Eppure sul possesso di profumi e unguenti aromatici si è giocata per lungo tempo la sfida del lusso. Ciò vale soprattutto per la Roma imperiale, la città che con la sua inclinazione verso gli eccessi rappresenta magnificamente quel momento della storia antica nel quale il gusto per i profumi raggiunse livelli di follia tali da farsi paradigma della degenerazione morale di un’intera civiltà. Quegli “unguenti esotici” che nell’epoca delle conquiste avevano invaso con la loro fragranza le strade di Roma erano stati, sì, i profumi dei vinti, ma, allo stesso tempo, artefici di una vittoria culturale di questi sui nuovi padroni. Il possesso, ma soprattutto l’abuso dei beni voluttuari, si trasformarono in epoca imperiale da status symbol a vera e propria follia esibizionistica, destinata a nutrire un’aneddotica talvolta assai spassosa.

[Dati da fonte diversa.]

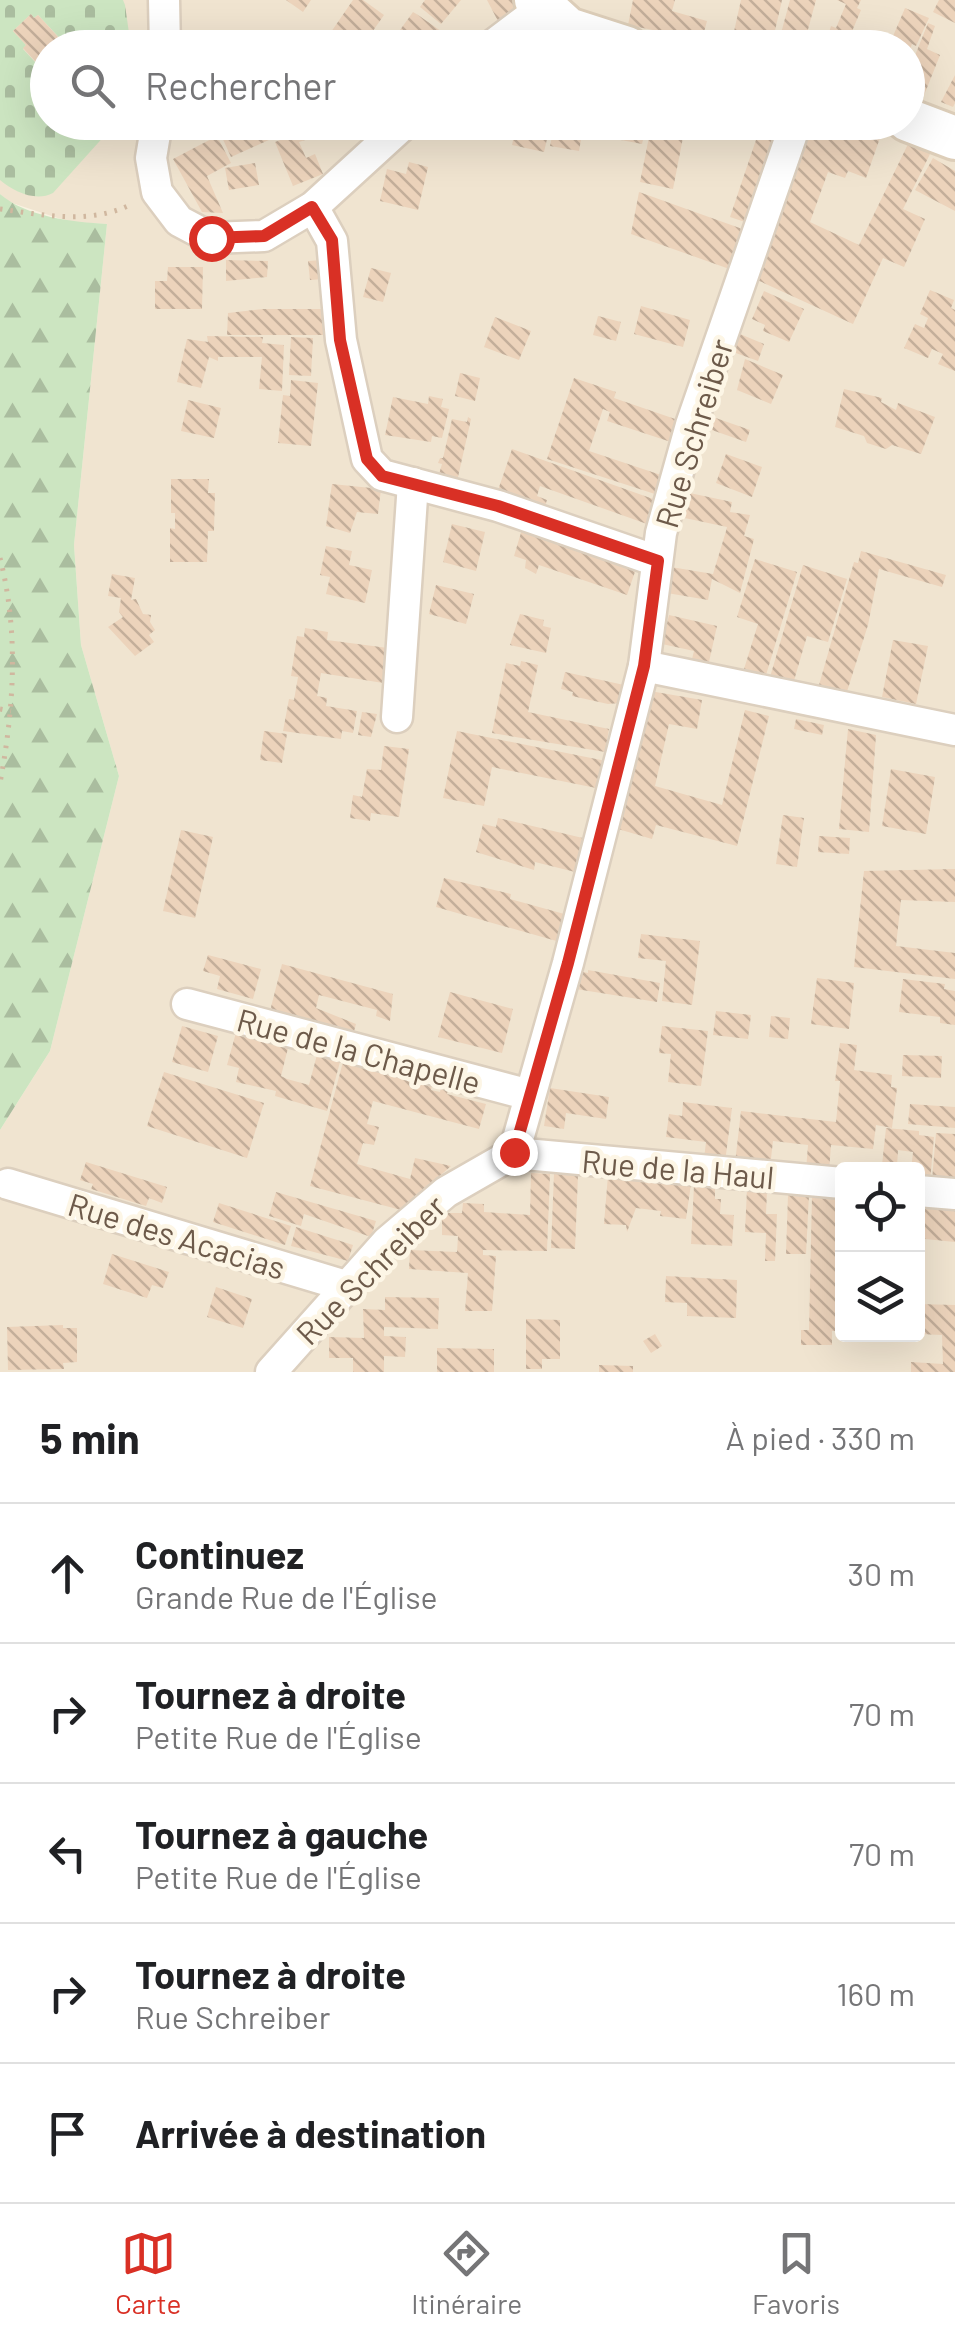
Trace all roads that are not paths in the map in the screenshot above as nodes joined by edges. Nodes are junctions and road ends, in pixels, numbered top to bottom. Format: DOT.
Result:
graph roads {
  1 [pos="164,0"];
  2 [pos="539,4"];
  3 [pos="165,30"];
  4 [pos="509,30"];
  5 [pos="568,30"];
  6 [pos="925,127"];
  7 [pos="955,138"];
  8 [pos="154,140"];
  9 [pos="386,140"];
  10 [pos="790,140"];
  11 [pos="312,207"];
  12 [pos="413,483"];
  13 [pos="658,561"];
  14 [pos="644,666"];
  15 [pos="396,717"];
  16 [pos="955,730"];
  17 [pos="187,1004"];
  18 [pos="530,1095"];
  19 [pos="514,1152"];
  20 [pos="835,1183"];
  21 [pos="8,1184"];
  22 [pos="925,1191"];
  23 [pos="955,1194"];
  24 [pos="346,1286"];
  25 [pos="284,1365"];
  1 -- 3 [label="street"];
  2 -- 4 [label="street"];
  2 -- 5 [label="street"];
  6 -- 7 [label="street"];
  8 -- 11 [label="street"];
  9 -- 11 [label="street"];
  10 -- 13 [label="street, Rue Schreiber"];
  11 -- 12 [label="street"];
  12 -- 13 [label="street"];
  12 -- 15 [label="street"];
  13 -- 14 [label="street, Rue Schreiber"];
  14 -- 16 [label="street"];
  14 -- 18 [label="street, Rue Schreiber"];
  17 -- 18 [label="street, Rue de la Chapelle"];
  18 -- 19 [label="street, Rue Schreiber"];
  19 -- 20 [label="street, Rue de la Haul"];
  19 -- 24 [label="street, Rue Schreiber"];
  21 -- 24 [label="street, Rue des Acacias"];
  22 -- 23 [label="street"];
  24 -- 25 [label="street, Rue Schreiber"];
}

Diceva bene Plinio il Vecchio quando rilevava come la passione maniacale per gli aromi circoscrive la forma del lusso forse più vana e inutile poiché, mentre gli altri beni preziosi, quali pietre o metalli pregiati, sono durevoli e possono passare agli eredi, il profumo è il più evanescente degli elementi, e si dissolve all’istante.
Paradossalmente, il suo costo esorbitante va a tutto vantaggio dei nasi altrui, dato che evidentemente chi lo porta non se ne accorge affatto!